#### What is expected:
Find the word "paths" in the material below and gather every line that contains it.

#### Listed entries:
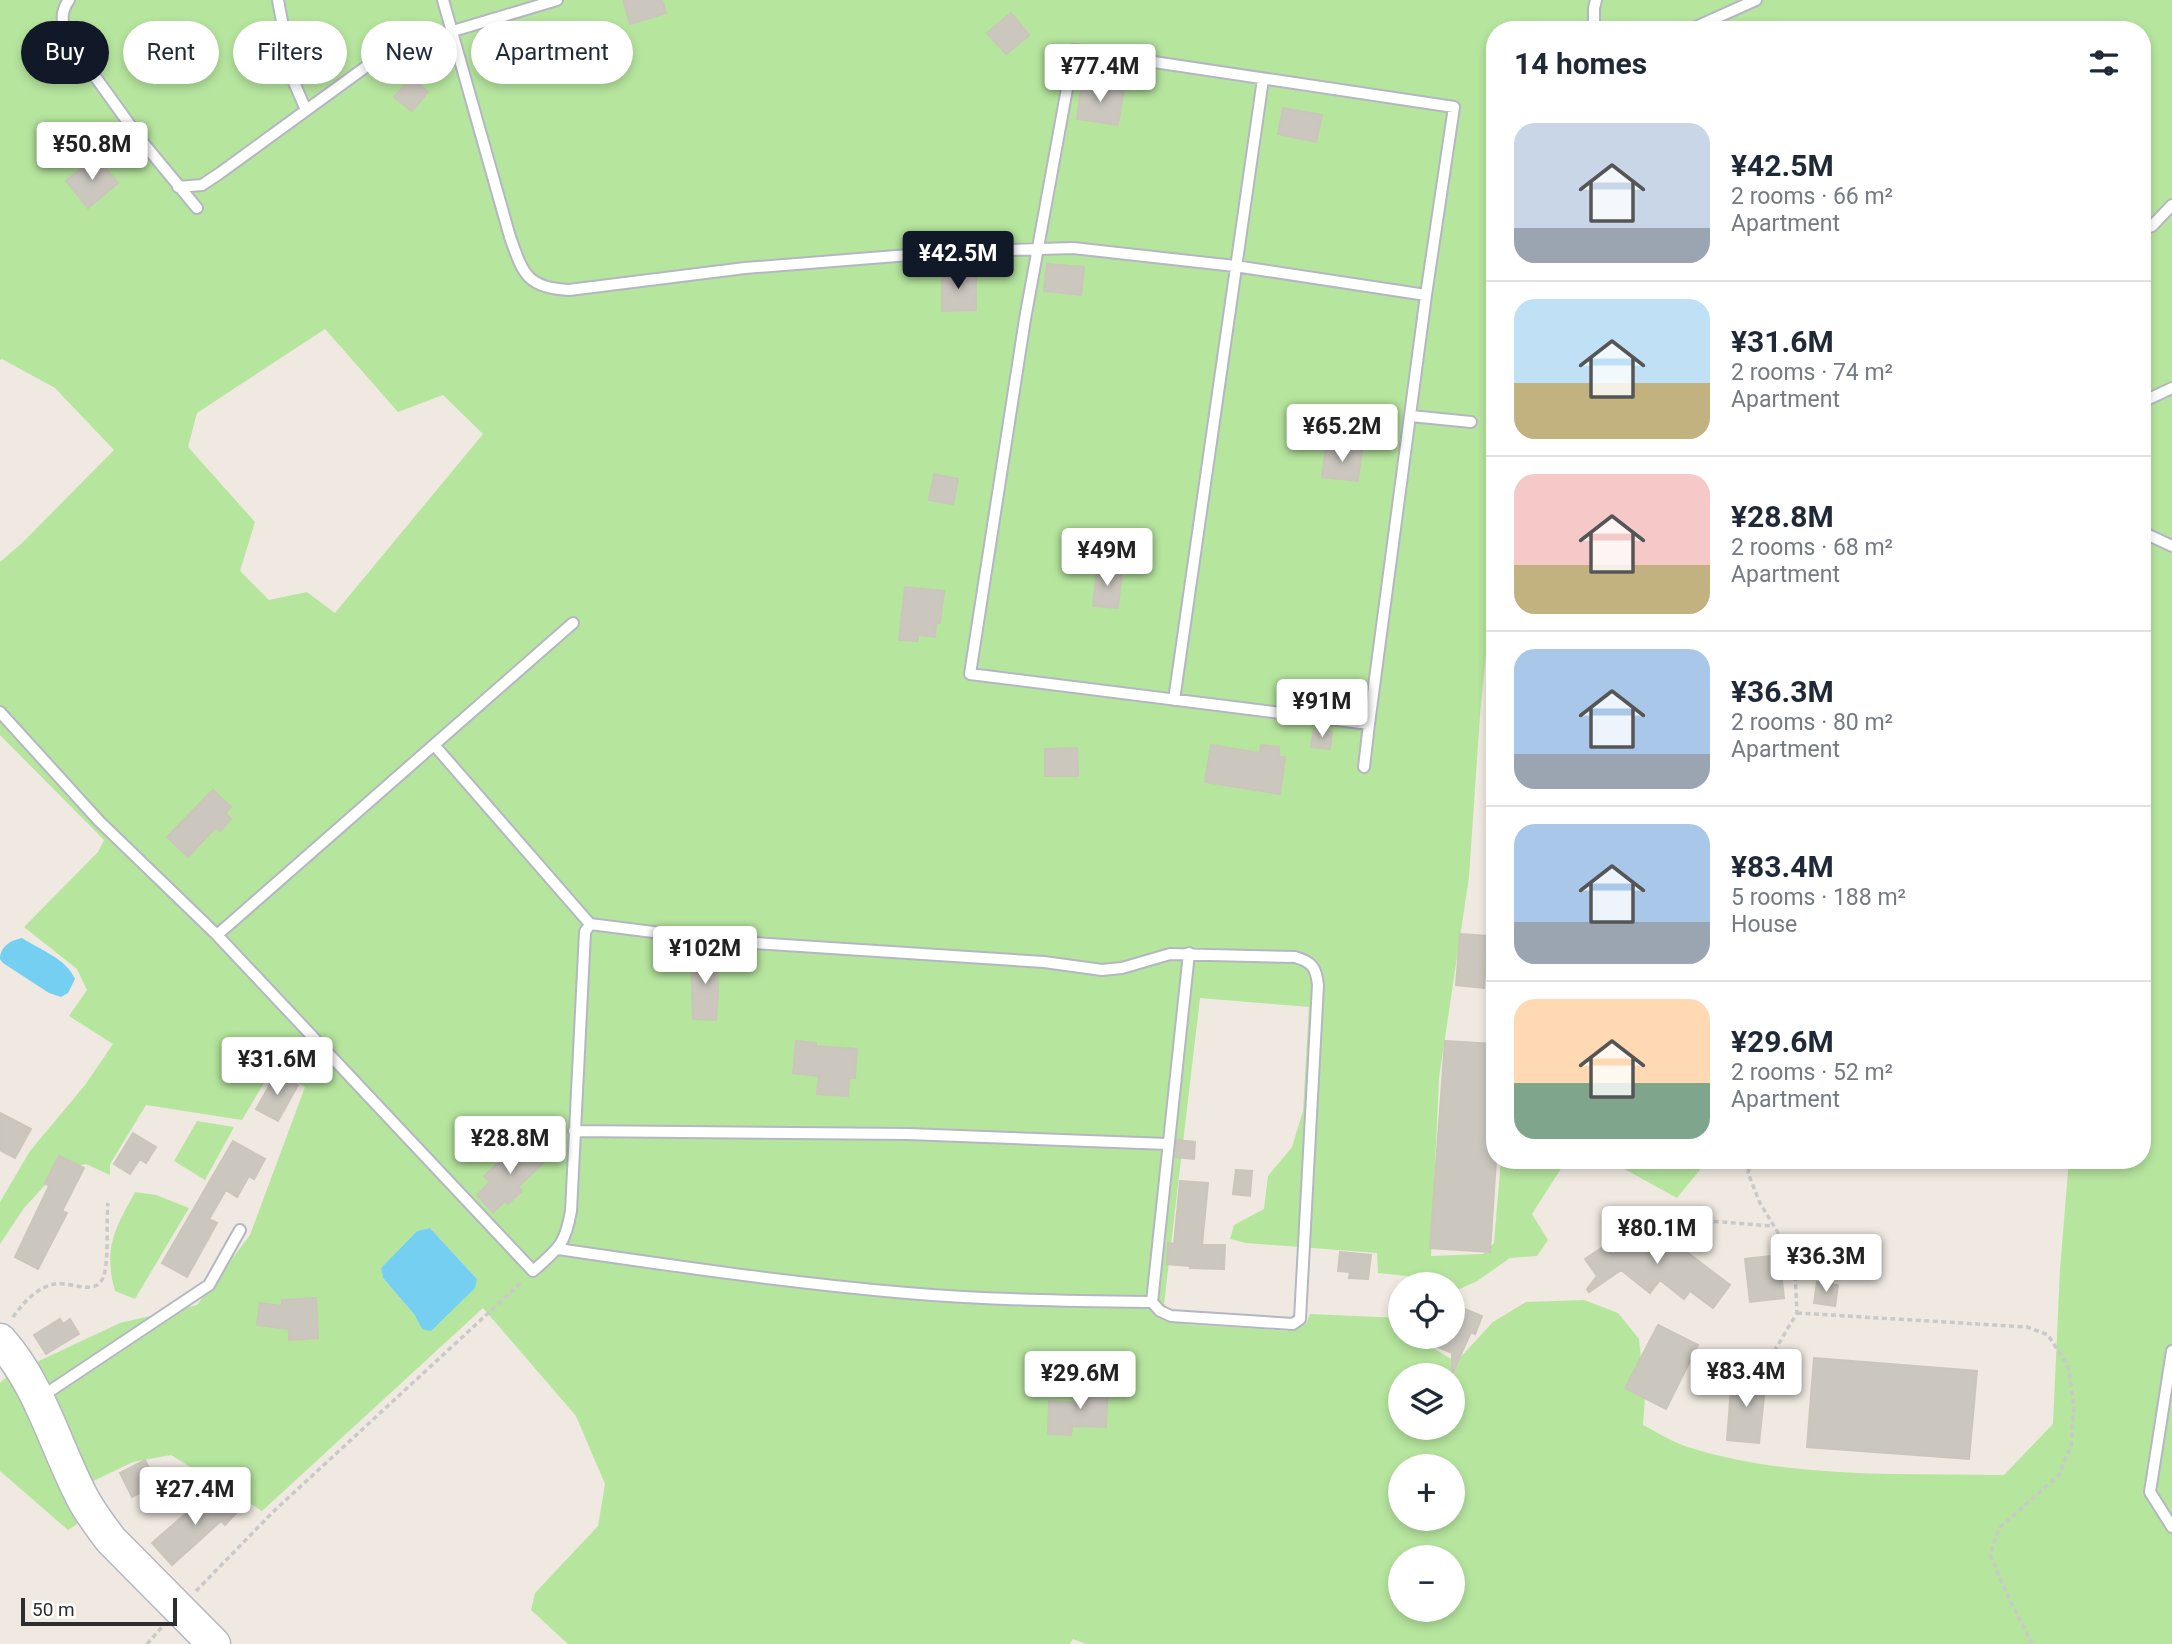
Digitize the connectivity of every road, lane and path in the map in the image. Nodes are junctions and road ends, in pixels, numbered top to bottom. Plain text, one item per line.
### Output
1 (69, 0) edge
2 (278, 0) edge
3 (443, 0) edge
4 (556, 0) edge
5 (1596, 0) edge
6 (1756, 0) edge
7 (450, 21) edge
8 (1594, 21) edge
9 (1709, 21) edge
10 (457, 30) edge
11 (457, 45) edge
12 (361, 70) edge
13 (1263, 79) junction
14 (306, 110) junction
15 (178, 187) junction
16 (2172, 205) edge
17 (197, 208) dead end
18 (2151, 226) edge
19 (1037, 248) junction
20 (1234, 266) junction
21 (1426, 295) junction
22 (2172, 388) edge
23 (2151, 398) edge
24 (1411, 416) junction
25 (1471, 422) dead end
26 (2151, 536) edge
27 (2172, 546) edge
28 (573, 623) dead end
29 (1174, 700) junction
30 (0, 712) edge
31 (1368, 724) junction
32 (435, 746) junction
33 (1364, 767) dead end
34 (590, 924) junction
35 (217, 935) junction
36 (1189, 953) junction
37 (575, 1131) junction
38 (1167, 1144) junction
39 (1749, 1169) edge
40 (108, 1203) dead end
41 (1681, 1213) dead end
42 (1774, 1226) junction
43 (240, 1230) dead end
44 (558, 1249) junction
45 (533, 1271) junction
46 (1152, 1302) junction
47 (1797, 1313) junction
48 (4, 1333) edge
49 (2172, 1351) edge
50 (1769, 1360) dead end
51 (39, 1399) junction
52 (2172, 1527) edge
53 (178, 1610) junction
54 (214, 1644) edge
55 (2032, 1644) edge

1 - 15 lane
2 - 14 lane
3 - 7 lane
4 - 10 lane
5 - 8 lane
6 - 9 lane
11 - 19 lane
12 - 14 lane
13 - 19 lane
13 - 20 lane
13 - 21 lane
14 - 15 lane
15 - 17 lane
16 - 18 lane
19 - 20 lane
19 - 29 lane
20 - 21 lane
20 - 29 lane
21 - 24 lane
22 - 23 lane
24 - 25 lane
24 - 31 lane
26 - 27 lane
28 - 32 lane
29 - 31 lane
30 - 35 lane
31 - 33 lane
32 - 34 lane
32 - 35 lane
34 - 36 lane
34 - 37 lane
35 - 45 lane
36 - 38 lane
36 - 46 lane
37 - 38 lane
37 - 44 lane
38 - 46 lane
39 - 42 path
40 - 48 path
41 - 42 path
42 - 47 path
43 - 51 lane
44 - 45 lane
44 - 46 lane
45 - 53 path
47 - 50 path
47 - 55 path
48 - 51 street
49 - 52 lane
51 - 53 street
53 - 54 street

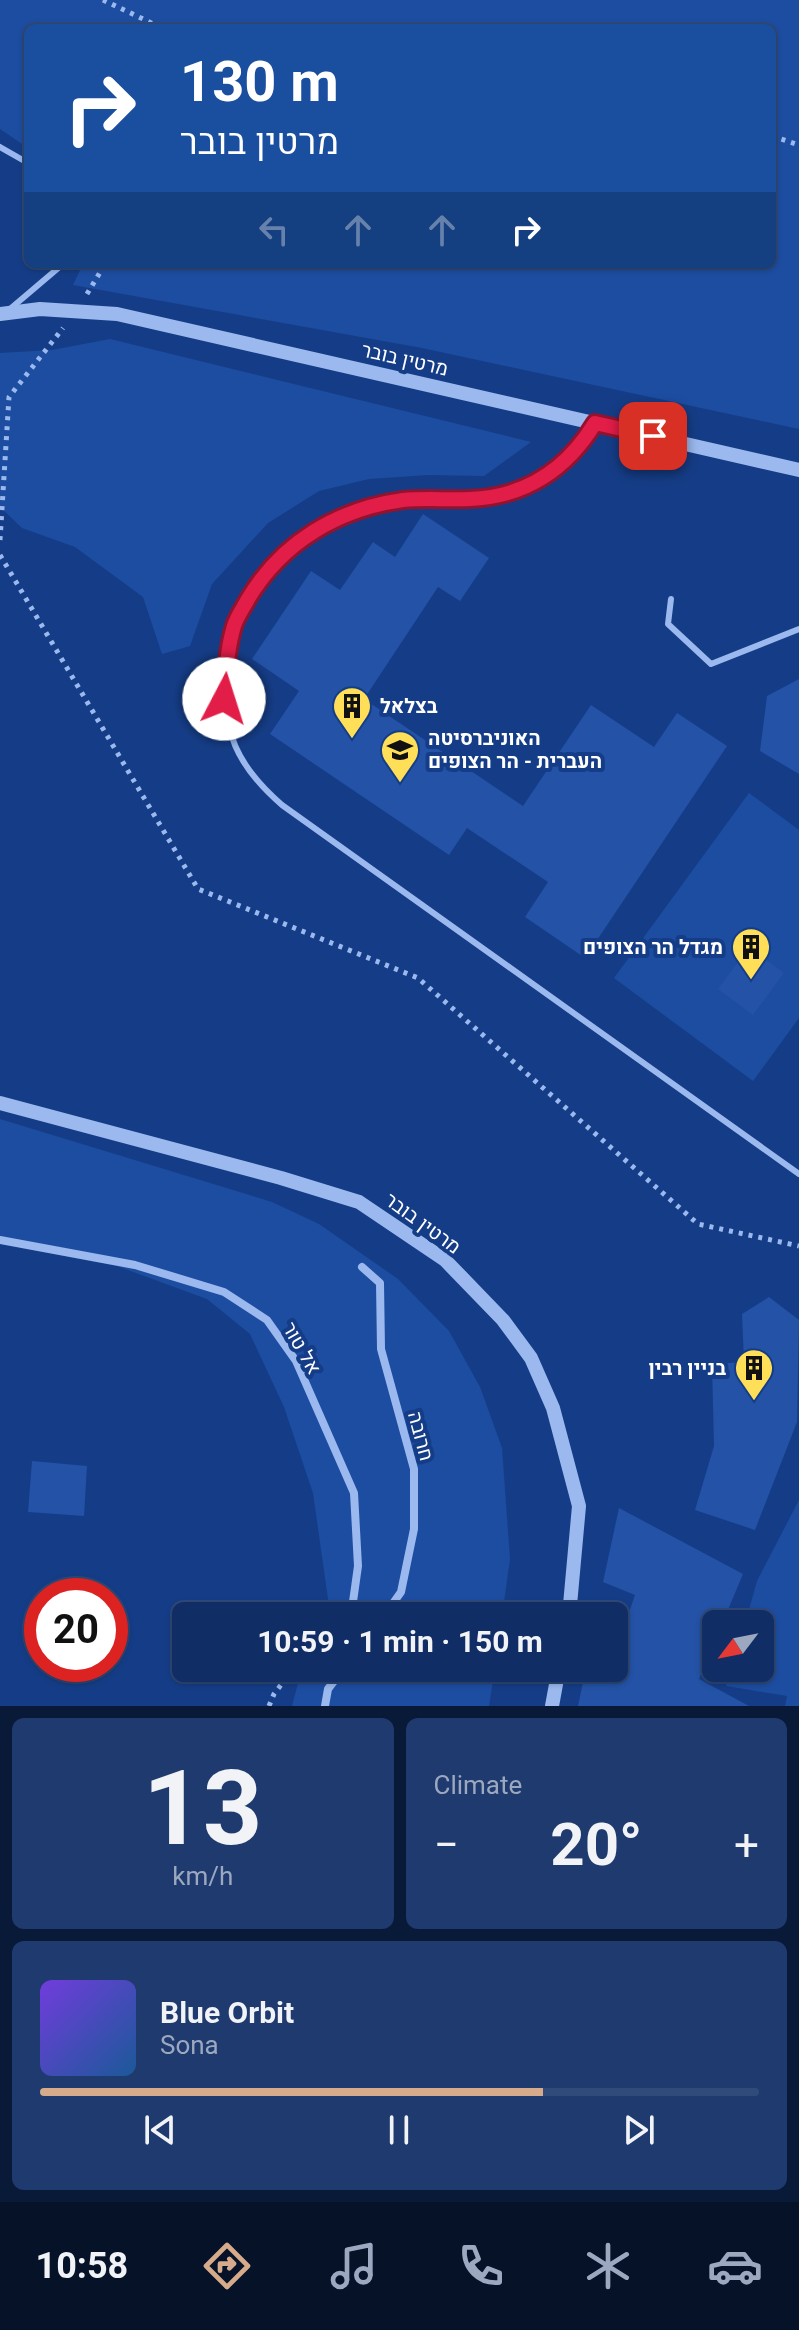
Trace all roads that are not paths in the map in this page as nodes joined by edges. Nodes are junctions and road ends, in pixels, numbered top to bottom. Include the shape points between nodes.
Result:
1 (0, 147) edge
2 (24, 161) edge
3 (58, 268) edge
4 (2, 314) edge
5 (595, 423) junction
6 (799, 470) edge
7 (671, 599) dead end
8 (799, 629) edge
9 (0, 1103) edge
10 (799, 1174) edge
11 (0, 1240) edge
12 (362, 1267) dead end
13 (353, 1602) edge
14 (394, 1602) edge
15 (570, 1602) edge
16 (331, 1682) edge
17 (333, 1682) edge
18 (556, 1682) edge
19 (328, 1689) junction
20 (325, 1706) edge
21 (552, 1706) edge

1 - 2 lane
3 - 4 lane
4 - 5 street, מרטין בובר via 40,309 117,314
5 - 6 street, מרטין בובר
5 - 10 lane via 563,463 518,490 374,506 339,516 290,547 234,623 224,699 231,738 242,763 282,805
7 - 8 lane via 668,624 711,664
9 - 15 street, מרטין בובר via 359,1202 445,1260 503,1320 531,1358 553,1408 579,1506
11 - 13 street, אל טור via 135,1265 224,1292 267,1320 296,1361 354,1493 358,1566
12 - 14 street, חרובה via 380,1283 381,1349 414,1469 414,1529 401,1592
16 - 19 street
17 - 19 street
18 - 21 street
19 - 20 street

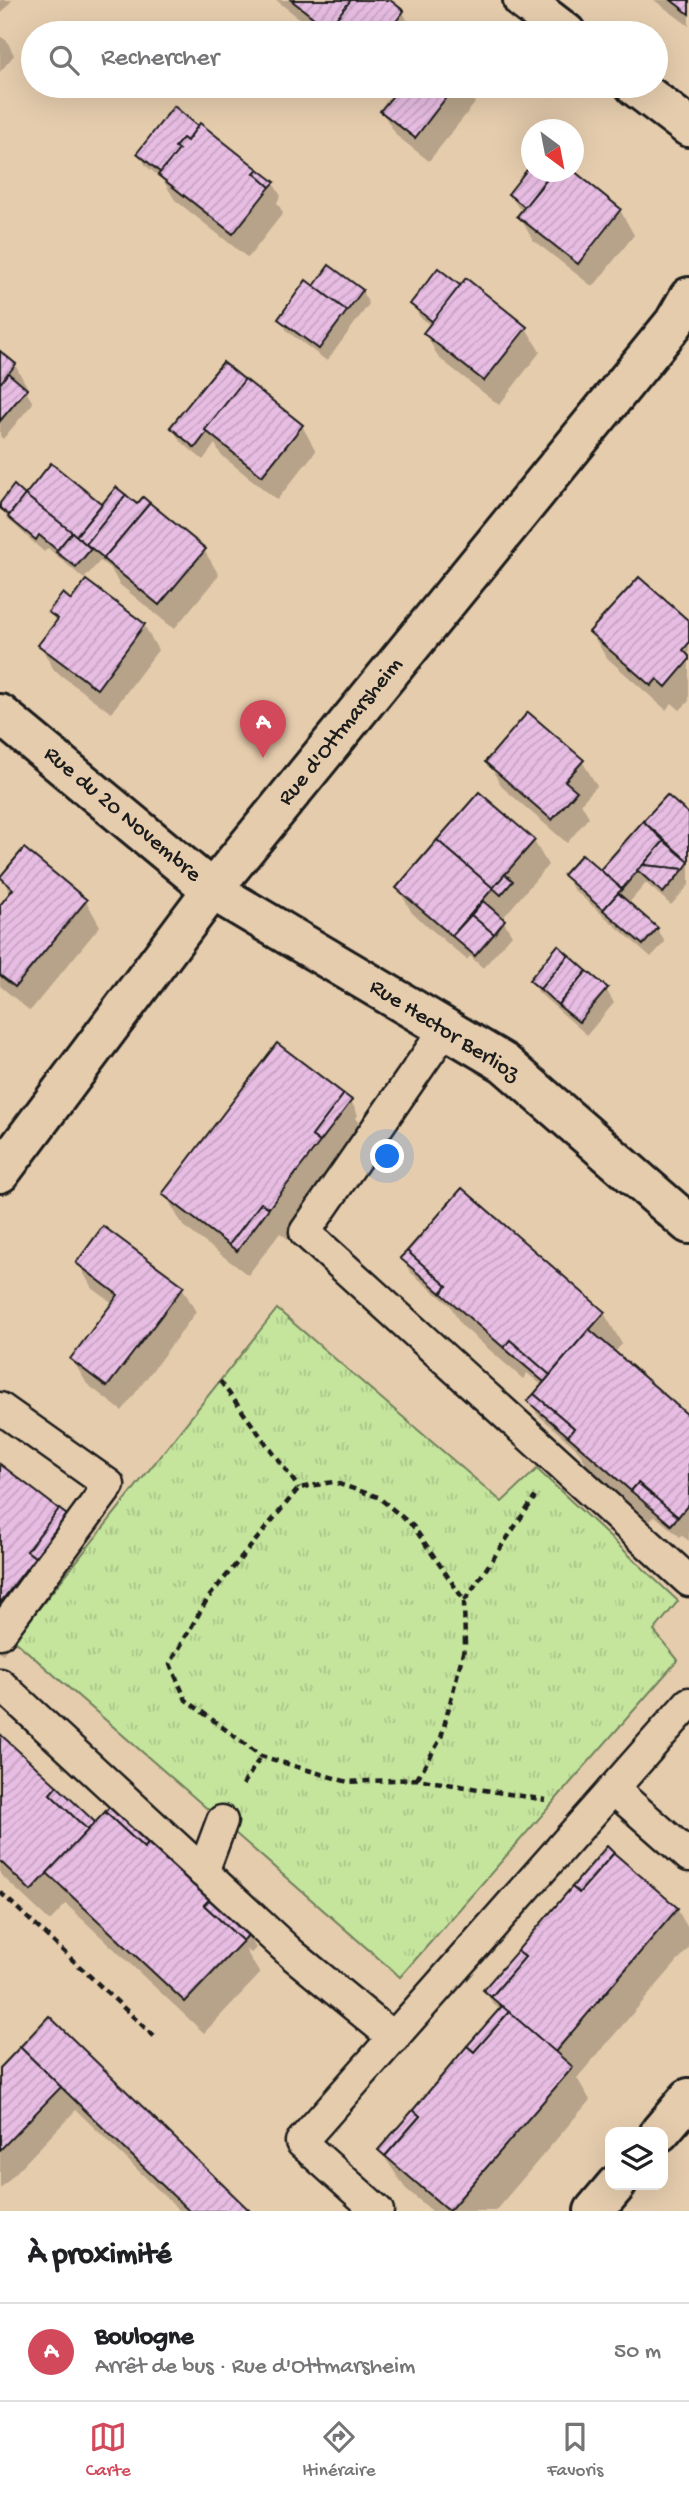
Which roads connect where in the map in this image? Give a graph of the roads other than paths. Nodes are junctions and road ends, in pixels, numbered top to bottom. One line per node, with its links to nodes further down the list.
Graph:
1 (523, 0): 2 (main road)
2 (550, 21)
3 (651, 98): 4 (main road)
4 (689, 127)
5 (689, 297): 7 (main road, Rue d'Ottmarsheim)
6 (0, 714): 7 (main road, Rue du 20 Novembre)
7 (212, 890): 8 (main road, Rue Hector Berlioz); 9 (main road, Rue d'Ottmarsheim)
8 (446, 1028): 10 (main road, Rue Hector Berlioz); 12 (lane)
9 (0, 1173)
10 (689, 1224)
11 (0, 1408): 13 (lane)
12 (689, 1581)
13 (0, 1633)
14 (0, 1684): 19 (lane)
15 (689, 1703): 16 (lane)
16 (613, 1788): 18 (lane); 20 (lane)
17 (222, 1821): 19 (lane)
18 (689, 1856)
19 (203, 1872): 20 (lane)
20 (394, 2038): 24 (lane)
21 (689, 2098): 22 (main road)
22 (664, 2127)
23 (612, 2190): 25 (main road)
24 (378, 2211)
25 (594, 2211)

#### Output for this task:
Trace all roads that are not paths in the map in this page as nodes joined by edges. Nodes are junctions and road ends, in pixels, numbered top to bottom. Include the shape points between nodes.
Which roads connect where in the map in this image? Give a graph of the roads other than paths. Nodes are junctions and road ends, in pixels, numbered top to bottom. One line per node, with its links to nodes further down the list.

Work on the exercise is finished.